Not content with a ‘History of the World in 100 objects’, the British Museum also gives us the history of Italian Renaissance drawings in 100 drawings — and in just over 100 years, between 1400 and 1510. The dates leak a little into the 16th century rather than keeping to a ‘neat’ century, says curator Hugo Chapman, because he wanted to close the exhibition with early drawings by Raphael and Michelangelo and give a sense of the beginnings of the High Renaissance. It is necessarily a fabulous exhibition: the two masters in the title roughly framing the period in focus, and the pick of two of the best collections of Italian Renaissance drawings in the world — a collaboration between the Uffizi in Florence and the British Museum, 50 drawings from each.
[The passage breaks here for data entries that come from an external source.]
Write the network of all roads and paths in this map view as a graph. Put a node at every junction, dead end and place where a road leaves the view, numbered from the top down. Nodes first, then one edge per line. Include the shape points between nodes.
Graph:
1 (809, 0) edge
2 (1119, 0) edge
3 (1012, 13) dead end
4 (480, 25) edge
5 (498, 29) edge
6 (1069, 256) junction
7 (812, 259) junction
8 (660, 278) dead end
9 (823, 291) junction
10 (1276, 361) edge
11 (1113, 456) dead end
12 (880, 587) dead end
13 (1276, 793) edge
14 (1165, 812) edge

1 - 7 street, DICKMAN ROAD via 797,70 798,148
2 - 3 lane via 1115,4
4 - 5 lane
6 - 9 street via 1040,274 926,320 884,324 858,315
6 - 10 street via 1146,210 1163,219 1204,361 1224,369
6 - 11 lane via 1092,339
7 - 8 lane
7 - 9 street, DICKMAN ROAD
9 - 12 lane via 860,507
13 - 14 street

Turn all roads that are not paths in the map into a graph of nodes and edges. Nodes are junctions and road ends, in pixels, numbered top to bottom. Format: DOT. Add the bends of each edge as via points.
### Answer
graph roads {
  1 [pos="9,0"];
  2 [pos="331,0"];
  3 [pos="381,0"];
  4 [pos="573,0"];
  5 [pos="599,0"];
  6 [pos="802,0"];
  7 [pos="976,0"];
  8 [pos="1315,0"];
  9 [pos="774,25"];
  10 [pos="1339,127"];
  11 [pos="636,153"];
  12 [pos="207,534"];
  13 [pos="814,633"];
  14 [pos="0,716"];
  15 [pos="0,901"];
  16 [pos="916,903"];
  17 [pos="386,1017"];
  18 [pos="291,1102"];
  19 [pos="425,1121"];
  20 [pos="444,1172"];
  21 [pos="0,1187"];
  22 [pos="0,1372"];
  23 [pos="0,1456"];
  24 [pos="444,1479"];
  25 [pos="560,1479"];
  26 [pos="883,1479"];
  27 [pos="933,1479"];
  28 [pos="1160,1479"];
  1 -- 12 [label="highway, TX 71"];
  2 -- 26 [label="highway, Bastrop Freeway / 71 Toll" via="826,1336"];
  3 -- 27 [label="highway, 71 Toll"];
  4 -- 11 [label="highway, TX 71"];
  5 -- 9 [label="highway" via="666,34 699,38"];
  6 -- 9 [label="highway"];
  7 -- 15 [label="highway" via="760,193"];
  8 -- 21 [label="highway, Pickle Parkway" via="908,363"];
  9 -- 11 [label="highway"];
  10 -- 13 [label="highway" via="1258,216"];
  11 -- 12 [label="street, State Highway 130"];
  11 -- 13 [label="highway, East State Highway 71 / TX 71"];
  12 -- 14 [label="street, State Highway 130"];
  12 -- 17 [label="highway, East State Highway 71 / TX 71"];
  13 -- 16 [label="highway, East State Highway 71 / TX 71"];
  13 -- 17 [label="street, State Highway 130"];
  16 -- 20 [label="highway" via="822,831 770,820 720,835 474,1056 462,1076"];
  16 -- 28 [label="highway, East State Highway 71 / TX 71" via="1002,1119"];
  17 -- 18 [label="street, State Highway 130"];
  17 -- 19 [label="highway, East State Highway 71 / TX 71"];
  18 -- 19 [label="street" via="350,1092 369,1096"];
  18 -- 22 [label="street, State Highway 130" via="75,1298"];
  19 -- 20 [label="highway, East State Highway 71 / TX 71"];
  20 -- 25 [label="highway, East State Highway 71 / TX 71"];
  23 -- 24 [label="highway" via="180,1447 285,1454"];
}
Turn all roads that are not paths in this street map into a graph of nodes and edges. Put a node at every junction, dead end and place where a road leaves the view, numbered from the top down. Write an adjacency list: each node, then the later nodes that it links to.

Included is work from Fra Angelico, Jacopo and Gentile Bellini, Botticelli, Carpaccio, Leonardo da Vinci, Filippo Lippi, Mantegna, Michelangelo, Titian and Verrocchio. Its premise is simple: to show that in 15th-century Italy a fundamental shift took place in the use of preparatory drawings — that the use of paper set the imagination of 15th-century artists free. The exhibition’s starting point, 1400, marks the beginning of the Renaissance, thus the development of mathematically-based perspective, increased interest in classical and human forms, and more naturalistic focus. With drawings so much part of our visual culture it’s odd to think that up till the 1400s they were not common. The new abundance of relatively inexpensive paper unlocked creativity. Organised chronologically and regionally around Florence and Venice, the exhibition emphasises the importance of drawing in this period, explains paper-making and ‘the nuts and bolts’ of drawing, and shows underdrawings revealed by infrared reflectography and other non-invasive scientific techniques that give insights into the creative thinking behind an artwork. A line of studies shows artists beginning to plan their work on paper, and some stages of the drawing process: Perugino (a pen study for a lost fresco), Filippo Lippi (exploring spatial recession), Signorelli (a squared study for some figures in an Adoration scene), Boltraffio (a silverpoint drapery study), and Pollaiuolo (a cartoon for the Head of Faith, 1470 — the earliest cartoon for a surviving painting). During the 1400s artists began to make drawings as works of art in their own right, and collectors began appreciating them.

Examples of presentation drawings include Mantegna’s bleak allegory of human folly, Virtus Combusta (Virtue in flames) showing a blind woman being lead to the precipice by Lust, in the presence of Deceit and ass-eared Folly, while lumpen Ignorance sits with Avarice and Ingratitude off to the side; and Leonardo’s silverpoint Bust of a Warrior from the 1470s. Ten drawings by Leonardo da Vinci reflect his importance in this period, including the one I’ll remember above all: a pen and ink landscape signed and dated August 5, 1473, it is a sun-baked panorama that apparently has similarities to his home town of Vinci in the Arno valley. It is his first documented work — and the earliest landscape drawing in European art.

The exhibition explores the differences between Florentine and Venetian artists (for instance, the former favouring outline, volume and movement, as in drawings by Verrocchio, Credi and Leonardo; the latter more atmospheric, tonal drawing compositions like Titian’s plump-faced young woman at the end of the exhibition — one of few surviving Titian drawings). The drawing used on the exhibition publicity, Verrochio’s Head of a woman, 1475, is displayed showing both sides of the sheet, so you can get a feeling of him turning the sheet over, moving from the speedily drawn portrait of a young woman on one side, to the same pensive woman but now with elaborate hairstyle on the other. Nearby for comparison are Credi and Leonardo versions of a Head of a woman in similar poses. There is so much else here that deserves attention: Bellini’s album, Pisanello’s macabre drawing of hanged men, Uccello’s exacting perspective Study of a Chalice, Raphael’s cartoon for St. George next to the final oil painting, two cheetahs (pictured) from a 1400 model book with goats on the verso . . . But this leads me to my one gripe. There is simply too much to see. All these drawings need — merit — close inspection, and there are 100. That’s a lot to see on one visit. It’s a pity it’s a paying exhibition. If it weren’t, we could, and most of us would dearly love to, return again and again. I also could question the use of the Round Reading Room, though the appeal of staging this exhibition beneath the Italianate dome is clear. But this is too good a show to end on anything less than a positive. It’s a marvel, a one-off, and at the British Museum until July 25, thereafter travelling to the Uffizi.